Extremes of age also affect immune function. In infants, the immune system is immature with limited ability to kill pathogens and poor white blood cell movement. Older adults experience a decline in immune function, known as immunosenescence, characterized by reduced T-cell diversity and function. Furthermore, patients who are already colonized with drug-resistant organisms, such as methicillin-resistant Staphylococcus aureus (MRSA), are at an increased risk of developing an SSI caused by that organism.

Intraoperative Conditions that Increase Risk

The events that occur during the surgery itself can create an environment within the wound that is highly favorable for bacterial proliferation. The duration of the operation is a well-established factor, with longer procedures increasing the time the surgical site is exposed to potential contamination from the air and the surgical team. Longer surgery also increases the amount of tissue trauma and the likelihood of compromised tissue viability.

Poor tissue handling, which includes excessive trauma or leaving collections of blood (hematoma) or fluid in the wound, creates conditions that promote infection. Traumatized tissue with poor blood flow (ischemia) lacks oxygen, nutrients, and immune cells, while hematomas serve as an excellent, nutrient-rich culture medium for bacteria. Maintaining a normal body temperature, or normothermia, is also an important factor, as intraoperative hypothermia (a core temperature below 36.0°C) impairs the patient’s immune system by causing blood vessels in the skin to constrict. This vasoconstriction leads to tissue hypoxia, which lowers the oxygen concentration at the wound site, reducing the body’s ability to resist infection.

The introduction of foreign materials, such as surgical implants (e.g., joint replacements) or even certain types of suture material, significantly lowers the bacterial load required to cause an infection. Bacteria can adhere to the surface of these materials, forming a protective structure called a biofilm. Once a biofilm is established, the bacteria become shielded from the body’s immune defenses and are less susceptible to antibiotic treatment, making the infection much more difficult to eradicate.

Post-Surgical Care and Management Gaps

The continuum of SSI risk extends well past the operating room and into the patient’s recovery period, where errors in wound management or unmanaged systemic issues can allow infection to take hold. Improper handling of the wound dressing, particularly during changes, introduces a risk of contamination from the hands of the caregiver or the immediate environment. Meticulous hand hygiene and adherence to established protocols are necessary to prevent external pathogens from entering the healing incision.

Poorly managed post-operative systemic complications also contribute to infection risk, especially conditions that lead to inadequate blood flow to the wound site. Post-operative hypotension, or critically low blood pressure, can compromise local tissue perfusion, reducing the supply of oxygen and immune cells to the incision.

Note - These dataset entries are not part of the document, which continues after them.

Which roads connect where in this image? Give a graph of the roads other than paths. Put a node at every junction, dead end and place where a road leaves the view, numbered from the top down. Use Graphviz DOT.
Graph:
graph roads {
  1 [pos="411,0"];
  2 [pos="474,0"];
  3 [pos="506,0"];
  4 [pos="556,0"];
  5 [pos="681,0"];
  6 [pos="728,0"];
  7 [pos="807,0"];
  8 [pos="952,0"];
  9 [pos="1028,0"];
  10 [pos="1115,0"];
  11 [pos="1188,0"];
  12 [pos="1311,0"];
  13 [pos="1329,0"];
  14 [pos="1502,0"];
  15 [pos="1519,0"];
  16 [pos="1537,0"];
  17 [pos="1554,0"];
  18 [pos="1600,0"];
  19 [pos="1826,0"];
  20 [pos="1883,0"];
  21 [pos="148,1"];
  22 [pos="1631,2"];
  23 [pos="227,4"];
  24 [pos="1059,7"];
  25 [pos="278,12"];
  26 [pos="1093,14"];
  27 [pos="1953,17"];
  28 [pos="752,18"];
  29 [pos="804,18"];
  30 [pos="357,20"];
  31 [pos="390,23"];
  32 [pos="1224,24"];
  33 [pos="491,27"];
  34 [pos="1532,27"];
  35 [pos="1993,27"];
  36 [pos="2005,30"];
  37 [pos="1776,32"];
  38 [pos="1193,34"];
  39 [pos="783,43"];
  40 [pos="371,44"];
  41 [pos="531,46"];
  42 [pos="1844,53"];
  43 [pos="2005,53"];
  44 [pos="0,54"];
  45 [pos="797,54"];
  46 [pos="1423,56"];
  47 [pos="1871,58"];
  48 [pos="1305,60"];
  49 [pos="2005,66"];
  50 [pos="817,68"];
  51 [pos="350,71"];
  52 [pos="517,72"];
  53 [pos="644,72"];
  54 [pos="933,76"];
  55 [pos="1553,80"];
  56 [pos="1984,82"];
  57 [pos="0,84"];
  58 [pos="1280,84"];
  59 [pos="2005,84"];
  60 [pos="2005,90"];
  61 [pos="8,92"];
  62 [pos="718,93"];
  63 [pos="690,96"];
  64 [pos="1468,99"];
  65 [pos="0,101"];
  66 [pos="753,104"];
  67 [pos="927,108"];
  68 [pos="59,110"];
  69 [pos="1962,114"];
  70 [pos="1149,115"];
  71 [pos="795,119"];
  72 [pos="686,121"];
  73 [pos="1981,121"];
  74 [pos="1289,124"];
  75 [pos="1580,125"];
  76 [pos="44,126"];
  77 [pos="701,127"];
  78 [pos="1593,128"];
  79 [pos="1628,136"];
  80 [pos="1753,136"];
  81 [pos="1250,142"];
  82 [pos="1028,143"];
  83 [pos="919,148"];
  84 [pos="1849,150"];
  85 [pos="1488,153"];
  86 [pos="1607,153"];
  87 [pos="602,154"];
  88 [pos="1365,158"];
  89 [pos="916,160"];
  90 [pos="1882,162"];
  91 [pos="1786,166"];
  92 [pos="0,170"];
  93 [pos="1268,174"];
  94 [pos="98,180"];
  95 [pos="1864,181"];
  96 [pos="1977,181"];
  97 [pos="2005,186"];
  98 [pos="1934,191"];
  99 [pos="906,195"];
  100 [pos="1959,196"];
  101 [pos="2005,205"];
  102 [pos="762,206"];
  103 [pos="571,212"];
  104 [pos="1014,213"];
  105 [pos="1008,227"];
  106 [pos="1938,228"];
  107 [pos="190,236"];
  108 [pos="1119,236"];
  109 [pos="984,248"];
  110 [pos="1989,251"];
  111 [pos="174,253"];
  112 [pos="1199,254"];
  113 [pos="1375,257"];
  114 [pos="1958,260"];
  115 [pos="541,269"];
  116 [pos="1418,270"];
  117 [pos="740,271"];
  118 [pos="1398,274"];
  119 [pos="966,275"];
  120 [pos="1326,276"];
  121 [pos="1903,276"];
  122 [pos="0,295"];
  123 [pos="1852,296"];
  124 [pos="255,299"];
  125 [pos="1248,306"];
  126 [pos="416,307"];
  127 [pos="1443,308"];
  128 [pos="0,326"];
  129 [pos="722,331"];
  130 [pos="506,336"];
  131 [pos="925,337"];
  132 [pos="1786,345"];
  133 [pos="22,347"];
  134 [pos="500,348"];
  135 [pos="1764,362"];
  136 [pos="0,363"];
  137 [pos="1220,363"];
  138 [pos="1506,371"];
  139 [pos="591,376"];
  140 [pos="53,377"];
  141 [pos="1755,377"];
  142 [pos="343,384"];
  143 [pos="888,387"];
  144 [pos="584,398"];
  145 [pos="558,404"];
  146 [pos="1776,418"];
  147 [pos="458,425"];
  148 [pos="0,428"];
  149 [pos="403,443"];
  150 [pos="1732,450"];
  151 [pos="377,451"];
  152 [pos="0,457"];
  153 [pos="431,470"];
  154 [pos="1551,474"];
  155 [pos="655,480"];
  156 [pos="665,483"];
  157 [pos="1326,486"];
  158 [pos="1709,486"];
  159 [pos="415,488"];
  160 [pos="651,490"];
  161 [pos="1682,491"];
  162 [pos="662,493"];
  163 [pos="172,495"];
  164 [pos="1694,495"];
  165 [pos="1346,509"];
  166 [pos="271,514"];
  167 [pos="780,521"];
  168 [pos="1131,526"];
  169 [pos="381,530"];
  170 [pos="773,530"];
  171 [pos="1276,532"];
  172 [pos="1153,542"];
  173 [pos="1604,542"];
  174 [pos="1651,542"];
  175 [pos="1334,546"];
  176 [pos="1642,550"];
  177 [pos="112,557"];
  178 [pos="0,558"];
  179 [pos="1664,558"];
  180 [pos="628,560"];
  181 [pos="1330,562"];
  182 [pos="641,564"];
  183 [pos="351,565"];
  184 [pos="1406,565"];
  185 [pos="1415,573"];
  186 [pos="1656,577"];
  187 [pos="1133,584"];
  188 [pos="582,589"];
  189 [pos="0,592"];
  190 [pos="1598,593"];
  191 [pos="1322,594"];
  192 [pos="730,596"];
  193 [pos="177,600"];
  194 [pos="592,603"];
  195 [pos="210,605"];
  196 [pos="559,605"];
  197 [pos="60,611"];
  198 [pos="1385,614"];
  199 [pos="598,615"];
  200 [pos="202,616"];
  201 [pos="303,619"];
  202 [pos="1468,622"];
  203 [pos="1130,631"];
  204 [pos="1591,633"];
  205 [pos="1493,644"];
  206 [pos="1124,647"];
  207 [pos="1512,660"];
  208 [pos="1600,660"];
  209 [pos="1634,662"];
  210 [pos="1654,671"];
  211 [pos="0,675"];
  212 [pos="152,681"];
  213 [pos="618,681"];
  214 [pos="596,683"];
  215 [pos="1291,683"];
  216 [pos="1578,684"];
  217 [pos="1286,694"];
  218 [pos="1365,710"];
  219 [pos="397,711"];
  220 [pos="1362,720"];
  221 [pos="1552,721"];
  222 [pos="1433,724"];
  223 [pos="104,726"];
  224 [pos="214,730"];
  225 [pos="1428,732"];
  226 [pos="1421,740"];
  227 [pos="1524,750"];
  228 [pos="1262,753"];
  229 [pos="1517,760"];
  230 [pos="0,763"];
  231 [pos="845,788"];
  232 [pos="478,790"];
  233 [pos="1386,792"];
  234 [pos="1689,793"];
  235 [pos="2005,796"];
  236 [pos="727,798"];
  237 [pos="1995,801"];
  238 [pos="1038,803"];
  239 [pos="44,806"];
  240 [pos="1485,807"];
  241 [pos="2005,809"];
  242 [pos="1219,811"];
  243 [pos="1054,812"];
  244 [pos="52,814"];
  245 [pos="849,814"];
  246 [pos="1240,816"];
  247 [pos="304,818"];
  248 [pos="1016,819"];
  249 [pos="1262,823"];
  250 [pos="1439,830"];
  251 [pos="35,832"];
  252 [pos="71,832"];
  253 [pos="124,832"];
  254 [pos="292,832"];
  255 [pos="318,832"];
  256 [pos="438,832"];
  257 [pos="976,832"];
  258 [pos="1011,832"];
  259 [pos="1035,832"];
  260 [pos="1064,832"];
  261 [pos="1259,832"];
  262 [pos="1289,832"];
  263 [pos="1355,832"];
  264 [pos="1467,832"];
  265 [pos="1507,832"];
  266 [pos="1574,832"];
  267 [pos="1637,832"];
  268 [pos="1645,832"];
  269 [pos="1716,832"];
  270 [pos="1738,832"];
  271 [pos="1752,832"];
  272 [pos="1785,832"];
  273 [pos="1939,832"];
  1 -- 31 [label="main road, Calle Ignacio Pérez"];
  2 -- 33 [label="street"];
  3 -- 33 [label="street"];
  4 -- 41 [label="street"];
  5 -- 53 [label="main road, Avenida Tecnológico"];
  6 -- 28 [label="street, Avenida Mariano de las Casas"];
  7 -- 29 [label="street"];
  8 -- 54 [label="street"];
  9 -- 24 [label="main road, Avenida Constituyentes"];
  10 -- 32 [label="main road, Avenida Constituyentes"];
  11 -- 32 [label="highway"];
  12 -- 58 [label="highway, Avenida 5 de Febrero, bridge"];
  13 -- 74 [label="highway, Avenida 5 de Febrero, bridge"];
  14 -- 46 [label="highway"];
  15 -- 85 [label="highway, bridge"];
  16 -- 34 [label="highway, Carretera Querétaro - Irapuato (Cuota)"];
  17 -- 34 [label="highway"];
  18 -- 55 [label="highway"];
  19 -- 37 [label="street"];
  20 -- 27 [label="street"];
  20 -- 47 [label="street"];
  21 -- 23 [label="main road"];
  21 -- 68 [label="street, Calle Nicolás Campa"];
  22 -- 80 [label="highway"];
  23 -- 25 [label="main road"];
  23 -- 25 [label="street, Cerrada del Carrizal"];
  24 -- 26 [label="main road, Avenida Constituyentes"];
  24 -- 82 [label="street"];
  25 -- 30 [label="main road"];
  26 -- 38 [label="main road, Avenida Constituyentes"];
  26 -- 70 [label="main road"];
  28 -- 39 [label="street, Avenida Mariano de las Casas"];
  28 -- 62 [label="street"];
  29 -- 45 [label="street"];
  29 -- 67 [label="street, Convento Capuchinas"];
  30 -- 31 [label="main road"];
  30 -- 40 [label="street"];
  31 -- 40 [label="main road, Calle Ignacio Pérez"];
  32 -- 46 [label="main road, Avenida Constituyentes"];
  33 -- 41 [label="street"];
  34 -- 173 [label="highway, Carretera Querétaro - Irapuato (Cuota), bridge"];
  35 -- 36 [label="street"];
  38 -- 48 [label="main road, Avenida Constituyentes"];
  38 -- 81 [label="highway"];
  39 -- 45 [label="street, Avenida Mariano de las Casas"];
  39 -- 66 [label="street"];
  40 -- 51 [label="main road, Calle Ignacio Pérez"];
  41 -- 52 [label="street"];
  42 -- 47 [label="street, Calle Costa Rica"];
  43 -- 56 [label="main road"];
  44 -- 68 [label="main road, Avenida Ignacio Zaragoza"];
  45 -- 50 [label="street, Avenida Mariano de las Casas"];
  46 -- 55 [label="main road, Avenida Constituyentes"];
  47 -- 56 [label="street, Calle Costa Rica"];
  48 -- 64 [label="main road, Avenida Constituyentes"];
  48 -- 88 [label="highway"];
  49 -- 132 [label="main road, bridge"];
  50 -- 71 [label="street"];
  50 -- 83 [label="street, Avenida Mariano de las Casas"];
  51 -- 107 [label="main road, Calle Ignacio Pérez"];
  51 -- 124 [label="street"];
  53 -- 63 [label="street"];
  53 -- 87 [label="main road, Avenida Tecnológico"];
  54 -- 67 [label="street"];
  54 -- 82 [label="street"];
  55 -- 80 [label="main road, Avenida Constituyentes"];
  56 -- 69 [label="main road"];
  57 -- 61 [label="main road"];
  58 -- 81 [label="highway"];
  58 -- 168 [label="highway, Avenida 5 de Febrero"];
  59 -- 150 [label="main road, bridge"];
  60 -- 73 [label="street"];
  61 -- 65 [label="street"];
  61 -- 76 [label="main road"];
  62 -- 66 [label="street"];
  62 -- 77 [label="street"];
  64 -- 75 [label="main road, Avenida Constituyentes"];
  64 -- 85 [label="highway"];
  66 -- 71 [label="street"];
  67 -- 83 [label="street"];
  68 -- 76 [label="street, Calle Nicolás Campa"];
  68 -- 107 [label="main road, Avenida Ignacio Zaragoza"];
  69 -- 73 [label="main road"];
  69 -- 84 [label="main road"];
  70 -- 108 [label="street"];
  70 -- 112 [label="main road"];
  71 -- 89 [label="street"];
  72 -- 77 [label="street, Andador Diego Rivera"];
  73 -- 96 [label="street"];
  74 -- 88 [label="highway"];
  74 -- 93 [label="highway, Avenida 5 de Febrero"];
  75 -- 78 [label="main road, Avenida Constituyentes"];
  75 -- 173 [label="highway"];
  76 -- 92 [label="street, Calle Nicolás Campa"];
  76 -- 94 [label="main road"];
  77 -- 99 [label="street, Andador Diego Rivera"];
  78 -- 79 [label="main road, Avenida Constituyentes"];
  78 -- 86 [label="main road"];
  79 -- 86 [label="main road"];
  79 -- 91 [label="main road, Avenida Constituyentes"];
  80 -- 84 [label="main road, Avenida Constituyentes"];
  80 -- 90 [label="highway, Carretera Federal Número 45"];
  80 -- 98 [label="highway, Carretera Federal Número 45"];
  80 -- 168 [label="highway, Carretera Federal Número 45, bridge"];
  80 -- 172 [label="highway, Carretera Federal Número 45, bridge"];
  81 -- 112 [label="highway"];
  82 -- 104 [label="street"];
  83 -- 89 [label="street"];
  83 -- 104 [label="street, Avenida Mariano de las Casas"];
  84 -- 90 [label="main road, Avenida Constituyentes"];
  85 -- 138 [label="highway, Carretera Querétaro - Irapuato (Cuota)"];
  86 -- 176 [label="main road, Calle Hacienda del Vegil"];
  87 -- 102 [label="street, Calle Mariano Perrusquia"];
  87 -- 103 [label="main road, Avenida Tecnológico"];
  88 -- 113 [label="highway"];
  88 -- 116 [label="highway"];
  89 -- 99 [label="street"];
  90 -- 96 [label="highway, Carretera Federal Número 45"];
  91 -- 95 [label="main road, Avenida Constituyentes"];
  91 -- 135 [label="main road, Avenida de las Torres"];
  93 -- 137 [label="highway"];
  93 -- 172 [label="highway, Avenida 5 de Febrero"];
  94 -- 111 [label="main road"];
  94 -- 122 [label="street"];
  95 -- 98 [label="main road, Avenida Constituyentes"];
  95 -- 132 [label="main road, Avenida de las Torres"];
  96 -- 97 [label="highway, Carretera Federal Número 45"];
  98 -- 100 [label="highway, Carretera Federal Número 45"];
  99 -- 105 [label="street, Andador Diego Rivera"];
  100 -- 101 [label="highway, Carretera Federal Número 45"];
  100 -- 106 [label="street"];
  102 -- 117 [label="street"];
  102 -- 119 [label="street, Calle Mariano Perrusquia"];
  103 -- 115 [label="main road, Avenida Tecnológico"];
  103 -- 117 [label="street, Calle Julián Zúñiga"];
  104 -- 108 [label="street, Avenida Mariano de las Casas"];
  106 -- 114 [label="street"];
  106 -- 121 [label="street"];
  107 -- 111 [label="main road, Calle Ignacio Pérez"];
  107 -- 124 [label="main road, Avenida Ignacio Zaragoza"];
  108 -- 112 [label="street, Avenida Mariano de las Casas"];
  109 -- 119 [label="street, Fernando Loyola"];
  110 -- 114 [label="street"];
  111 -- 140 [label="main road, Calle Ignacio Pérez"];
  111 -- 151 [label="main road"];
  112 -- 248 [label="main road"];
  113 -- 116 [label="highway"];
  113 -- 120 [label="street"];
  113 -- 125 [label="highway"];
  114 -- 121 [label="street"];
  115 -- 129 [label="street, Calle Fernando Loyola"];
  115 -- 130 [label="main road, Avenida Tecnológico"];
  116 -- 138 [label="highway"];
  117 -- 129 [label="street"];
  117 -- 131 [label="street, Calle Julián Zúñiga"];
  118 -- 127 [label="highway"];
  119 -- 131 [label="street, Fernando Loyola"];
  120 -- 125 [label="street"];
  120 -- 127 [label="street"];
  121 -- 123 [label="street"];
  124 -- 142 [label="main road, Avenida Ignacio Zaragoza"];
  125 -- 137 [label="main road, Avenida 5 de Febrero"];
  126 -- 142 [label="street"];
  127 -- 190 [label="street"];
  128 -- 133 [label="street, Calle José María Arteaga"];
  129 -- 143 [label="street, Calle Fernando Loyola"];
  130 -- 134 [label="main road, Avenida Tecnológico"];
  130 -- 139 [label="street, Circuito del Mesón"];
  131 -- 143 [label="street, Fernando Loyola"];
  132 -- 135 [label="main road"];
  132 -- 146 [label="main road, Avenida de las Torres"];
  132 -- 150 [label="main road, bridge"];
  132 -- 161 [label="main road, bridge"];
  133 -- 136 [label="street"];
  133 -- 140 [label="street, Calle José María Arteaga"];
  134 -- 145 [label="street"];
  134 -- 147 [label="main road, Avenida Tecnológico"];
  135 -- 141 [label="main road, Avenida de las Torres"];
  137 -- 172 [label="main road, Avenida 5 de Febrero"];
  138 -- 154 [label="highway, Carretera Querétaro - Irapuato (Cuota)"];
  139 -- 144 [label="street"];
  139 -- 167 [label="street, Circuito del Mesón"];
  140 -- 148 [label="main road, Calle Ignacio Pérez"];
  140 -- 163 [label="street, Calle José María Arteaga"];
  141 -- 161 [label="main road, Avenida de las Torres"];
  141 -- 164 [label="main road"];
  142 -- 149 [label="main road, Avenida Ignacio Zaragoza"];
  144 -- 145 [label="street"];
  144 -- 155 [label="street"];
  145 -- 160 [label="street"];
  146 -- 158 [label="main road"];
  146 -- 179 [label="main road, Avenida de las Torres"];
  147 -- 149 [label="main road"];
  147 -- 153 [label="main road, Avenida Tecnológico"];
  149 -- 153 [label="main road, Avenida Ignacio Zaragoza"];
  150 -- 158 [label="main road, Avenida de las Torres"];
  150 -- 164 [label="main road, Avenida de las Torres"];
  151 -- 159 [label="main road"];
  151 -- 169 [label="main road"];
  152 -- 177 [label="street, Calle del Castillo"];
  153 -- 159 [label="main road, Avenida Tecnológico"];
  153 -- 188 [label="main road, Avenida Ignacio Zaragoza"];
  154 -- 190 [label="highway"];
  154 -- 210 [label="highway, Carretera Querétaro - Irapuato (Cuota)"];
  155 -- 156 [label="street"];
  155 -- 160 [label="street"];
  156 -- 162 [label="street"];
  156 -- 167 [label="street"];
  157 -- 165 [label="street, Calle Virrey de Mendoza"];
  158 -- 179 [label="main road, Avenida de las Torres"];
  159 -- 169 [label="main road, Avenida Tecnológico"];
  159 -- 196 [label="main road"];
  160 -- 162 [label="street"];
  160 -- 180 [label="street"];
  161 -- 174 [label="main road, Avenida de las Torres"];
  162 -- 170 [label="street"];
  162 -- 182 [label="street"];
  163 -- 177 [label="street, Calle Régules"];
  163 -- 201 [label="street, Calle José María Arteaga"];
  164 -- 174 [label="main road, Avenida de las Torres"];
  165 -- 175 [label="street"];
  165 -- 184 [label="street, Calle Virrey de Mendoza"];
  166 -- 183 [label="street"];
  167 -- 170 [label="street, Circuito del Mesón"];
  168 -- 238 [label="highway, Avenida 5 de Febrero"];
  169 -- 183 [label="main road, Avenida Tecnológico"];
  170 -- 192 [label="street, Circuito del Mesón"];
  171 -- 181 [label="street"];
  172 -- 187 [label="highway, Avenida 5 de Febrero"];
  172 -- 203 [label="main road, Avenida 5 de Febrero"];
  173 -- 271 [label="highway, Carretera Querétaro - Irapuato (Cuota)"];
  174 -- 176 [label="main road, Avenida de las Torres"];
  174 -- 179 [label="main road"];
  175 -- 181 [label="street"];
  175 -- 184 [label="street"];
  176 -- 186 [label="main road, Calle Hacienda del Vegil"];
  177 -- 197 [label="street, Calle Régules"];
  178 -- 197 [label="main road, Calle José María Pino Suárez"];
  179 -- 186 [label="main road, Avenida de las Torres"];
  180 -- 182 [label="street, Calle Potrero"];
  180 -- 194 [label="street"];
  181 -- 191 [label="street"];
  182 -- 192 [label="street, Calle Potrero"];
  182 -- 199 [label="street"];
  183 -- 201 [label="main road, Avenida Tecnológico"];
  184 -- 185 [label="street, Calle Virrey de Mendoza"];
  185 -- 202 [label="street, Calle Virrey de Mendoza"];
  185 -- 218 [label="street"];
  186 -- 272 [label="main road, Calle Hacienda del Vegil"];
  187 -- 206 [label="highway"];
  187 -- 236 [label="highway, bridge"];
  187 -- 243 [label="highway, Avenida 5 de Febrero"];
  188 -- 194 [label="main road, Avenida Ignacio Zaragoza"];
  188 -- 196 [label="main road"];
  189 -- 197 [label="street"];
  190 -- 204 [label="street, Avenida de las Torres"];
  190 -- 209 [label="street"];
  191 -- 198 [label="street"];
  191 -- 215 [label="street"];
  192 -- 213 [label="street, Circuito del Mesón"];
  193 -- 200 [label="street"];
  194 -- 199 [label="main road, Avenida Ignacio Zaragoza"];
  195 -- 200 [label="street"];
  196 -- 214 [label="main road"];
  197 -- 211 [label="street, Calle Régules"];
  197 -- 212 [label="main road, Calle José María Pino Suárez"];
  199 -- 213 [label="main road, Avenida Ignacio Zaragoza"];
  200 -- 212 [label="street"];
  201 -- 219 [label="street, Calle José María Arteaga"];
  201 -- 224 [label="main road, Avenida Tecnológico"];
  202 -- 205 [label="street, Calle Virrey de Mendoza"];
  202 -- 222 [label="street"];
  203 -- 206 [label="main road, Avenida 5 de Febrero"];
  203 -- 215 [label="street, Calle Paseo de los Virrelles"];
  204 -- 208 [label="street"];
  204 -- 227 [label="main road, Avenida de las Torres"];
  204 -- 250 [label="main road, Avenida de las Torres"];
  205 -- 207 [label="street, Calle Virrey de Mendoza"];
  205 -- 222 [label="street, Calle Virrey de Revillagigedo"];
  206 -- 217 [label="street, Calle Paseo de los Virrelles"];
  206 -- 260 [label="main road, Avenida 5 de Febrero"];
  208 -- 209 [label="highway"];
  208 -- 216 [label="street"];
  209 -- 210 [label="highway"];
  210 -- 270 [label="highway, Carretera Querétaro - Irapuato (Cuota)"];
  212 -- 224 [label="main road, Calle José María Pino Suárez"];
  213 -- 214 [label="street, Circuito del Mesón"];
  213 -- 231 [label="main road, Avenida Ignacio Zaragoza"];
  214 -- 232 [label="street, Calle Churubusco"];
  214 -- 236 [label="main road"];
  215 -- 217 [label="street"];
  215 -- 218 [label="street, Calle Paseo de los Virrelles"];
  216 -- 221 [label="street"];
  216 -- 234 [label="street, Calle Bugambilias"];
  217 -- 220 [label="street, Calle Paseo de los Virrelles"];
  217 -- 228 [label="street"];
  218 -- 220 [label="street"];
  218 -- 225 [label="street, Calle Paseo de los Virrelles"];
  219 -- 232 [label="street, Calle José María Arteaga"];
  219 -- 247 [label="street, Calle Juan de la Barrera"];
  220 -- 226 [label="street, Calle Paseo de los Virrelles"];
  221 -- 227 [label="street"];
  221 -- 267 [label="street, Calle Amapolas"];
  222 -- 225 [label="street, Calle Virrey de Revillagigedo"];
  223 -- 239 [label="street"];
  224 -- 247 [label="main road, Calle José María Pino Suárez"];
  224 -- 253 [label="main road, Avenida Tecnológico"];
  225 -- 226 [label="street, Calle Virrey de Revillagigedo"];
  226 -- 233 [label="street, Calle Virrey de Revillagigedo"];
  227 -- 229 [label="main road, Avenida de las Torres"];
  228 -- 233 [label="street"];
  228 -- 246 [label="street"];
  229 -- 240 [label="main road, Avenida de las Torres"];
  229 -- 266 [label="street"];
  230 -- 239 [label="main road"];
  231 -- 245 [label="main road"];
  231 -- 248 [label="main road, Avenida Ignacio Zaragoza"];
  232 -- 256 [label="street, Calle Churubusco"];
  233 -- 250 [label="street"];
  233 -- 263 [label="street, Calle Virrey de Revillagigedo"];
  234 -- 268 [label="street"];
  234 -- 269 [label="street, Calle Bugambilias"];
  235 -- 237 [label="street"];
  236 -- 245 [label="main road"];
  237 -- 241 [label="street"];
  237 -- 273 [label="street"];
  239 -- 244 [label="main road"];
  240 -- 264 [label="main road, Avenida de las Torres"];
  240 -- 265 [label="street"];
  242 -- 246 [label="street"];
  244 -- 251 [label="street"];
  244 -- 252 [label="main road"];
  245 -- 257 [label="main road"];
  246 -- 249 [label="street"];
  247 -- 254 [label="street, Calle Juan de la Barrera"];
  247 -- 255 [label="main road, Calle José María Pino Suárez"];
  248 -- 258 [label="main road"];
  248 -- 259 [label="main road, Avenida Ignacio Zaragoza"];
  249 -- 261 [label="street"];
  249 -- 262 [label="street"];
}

Failure to follow discharge instructions can also complicate the recovery process and increase the risk of infection. Patient non-adherence to prescriptions, such as a course of antibiotics, can lead to an incomplete eradication of lingering pathogens. Similarly, ignoring restrictions on activity or wound care instructions can place undue stress on the incision, potentially causing the wound to separate and allowing bacteria a clear path into the deeper tissues.